* _Material for this exercise_:
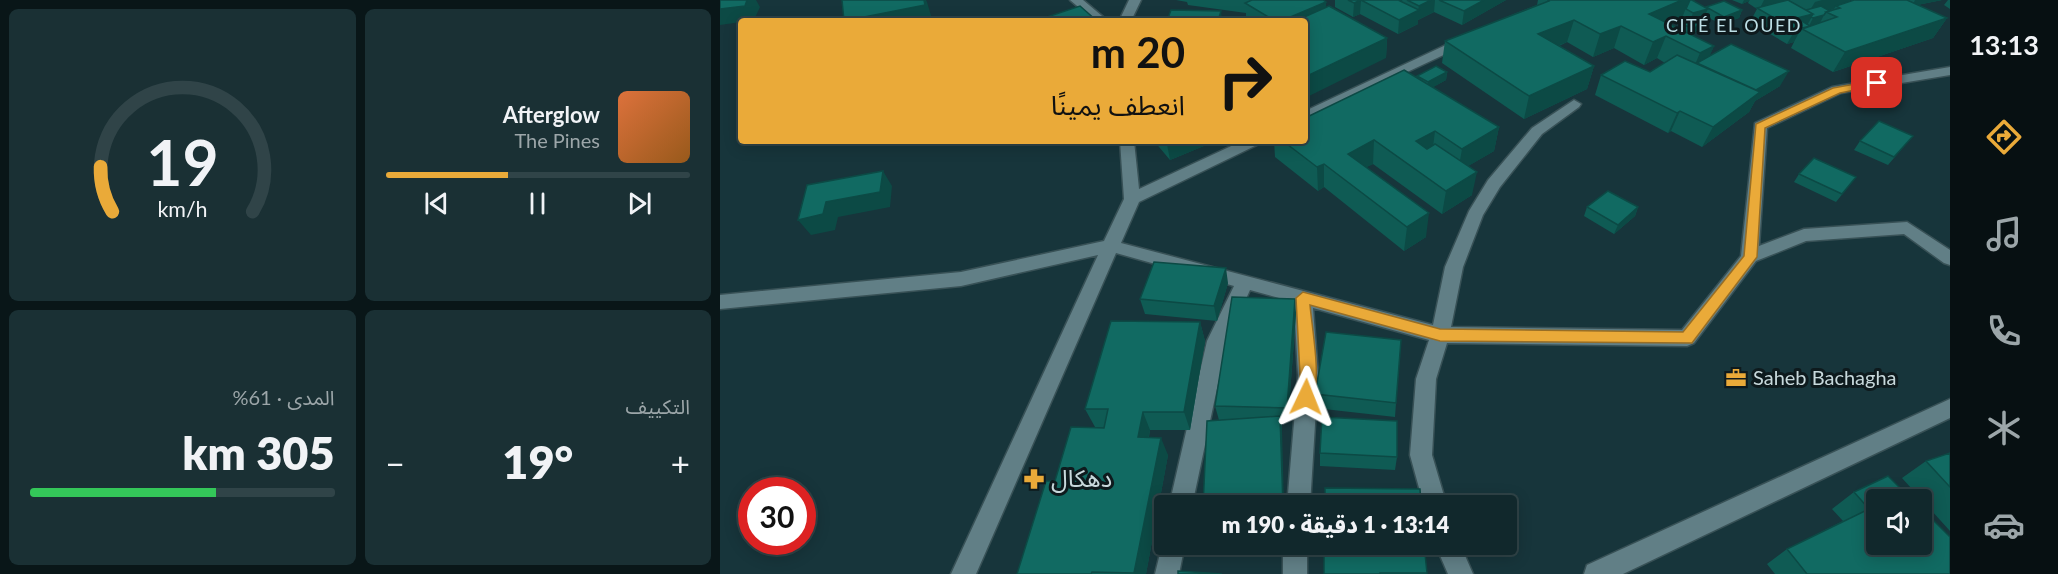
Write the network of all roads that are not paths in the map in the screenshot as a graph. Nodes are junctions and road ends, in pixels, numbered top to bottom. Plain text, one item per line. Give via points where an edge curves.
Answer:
1 (1076, 0) edge
2 (1135, 0) edge
3 (1098, 18) edge
4 (1126, 18) edge
5 (1474, 35) edge
6 (1950, 71) edge
7 (1574, 104) dead end
8 (1308, 115) edge
9 (1127, 144) edge
10 (1248, 144) edge
11 (1132, 199) junction
12 (1111, 246) junction
13 (1750, 257) junction
14 (1950, 260) edge
15 (1244, 284) junction
16 (1303, 298) junction
17 (720, 302) edge
18 (1440, 335) junction
19 (1950, 408) edge
20 (1182, 495) edge
21 (1299, 495) edge
22 (1433, 495) edge
23 (1171, 555) edge
24 (1295, 555) edge
25 (1452, 555) edge
26 (963, 574) edge
27 (1167, 574) edge
28 (1295, 574) edge
29 (1461, 574) edge
30 (1596, 574) edge

1 - 3 street
2 - 4 street
5 - 8 street
6 - 13 street via 1837,90 1760,126
7 - 18 street via 1537,131 1494,184 1475,215 1454,267
9 - 11 street
10 - 11 street
11 - 12 street
12 - 15 street
12 - 17 street via 961,279
12 - 26 street
13 - 14 street via 1804,235 1907,228
13 - 18 street via 1687,338
15 - 16 street
15 - 20 street via 1217,341
16 - 18 street
16 - 21 street via 1308,375
18 - 22 street via 1426,379 1421,455
19 - 30 street
23 - 27 street
24 - 28 street
25 - 29 street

* _Directions_: Each entry is to be given again exactly as it stands, with its pictures removed.

* _Result below_:
Write the network of all roads that are not paths in the map in the screenshot as a graph. Nodes are junctions and road ends, in pixels, numbered top to bottom. Plain text, one item per line. Give via points where an edge curves.
Answer:
1 (1076, 0) edge
2 (1135, 0) edge
3 (1098, 18) edge
4 (1126, 18) edge
5 (1474, 35) edge
6 (1950, 71) edge
7 (1574, 104) dead end
8 (1308, 115) edge
9 (1127, 144) edge
10 (1248, 144) edge
11 (1132, 199) junction
12 (1111, 246) junction
13 (1750, 257) junction
14 (1950, 260) edge
15 (1244, 284) junction
16 (1303, 298) junction
17 (720, 302) edge
18 (1440, 335) junction
19 (1950, 408) edge
20 (1182, 495) edge
21 (1299, 495) edge
22 (1433, 495) edge
23 (1171, 555) edge
24 (1295, 555) edge
25 (1452, 555) edge
26 (963, 574) edge
27 (1167, 574) edge
28 (1295, 574) edge
29 (1461, 574) edge
30 (1596, 574) edge

1 - 3 street
2 - 4 street
5 - 8 street
6 - 13 street via 1837,90 1760,126
7 - 18 street via 1537,131 1494,184 1475,215 1454,267
9 - 11 street
10 - 11 street
11 - 12 street
12 - 15 street
12 - 17 street via 961,279
12 - 26 street
13 - 14 street via 1804,235 1907,228
13 - 18 street via 1687,338
15 - 16 street
15 - 20 street via 1217,341
16 - 18 street
16 - 21 street via 1308,375
18 - 22 street via 1426,379 1421,455
19 - 30 street
23 - 27 street
24 - 28 street
25 - 29 street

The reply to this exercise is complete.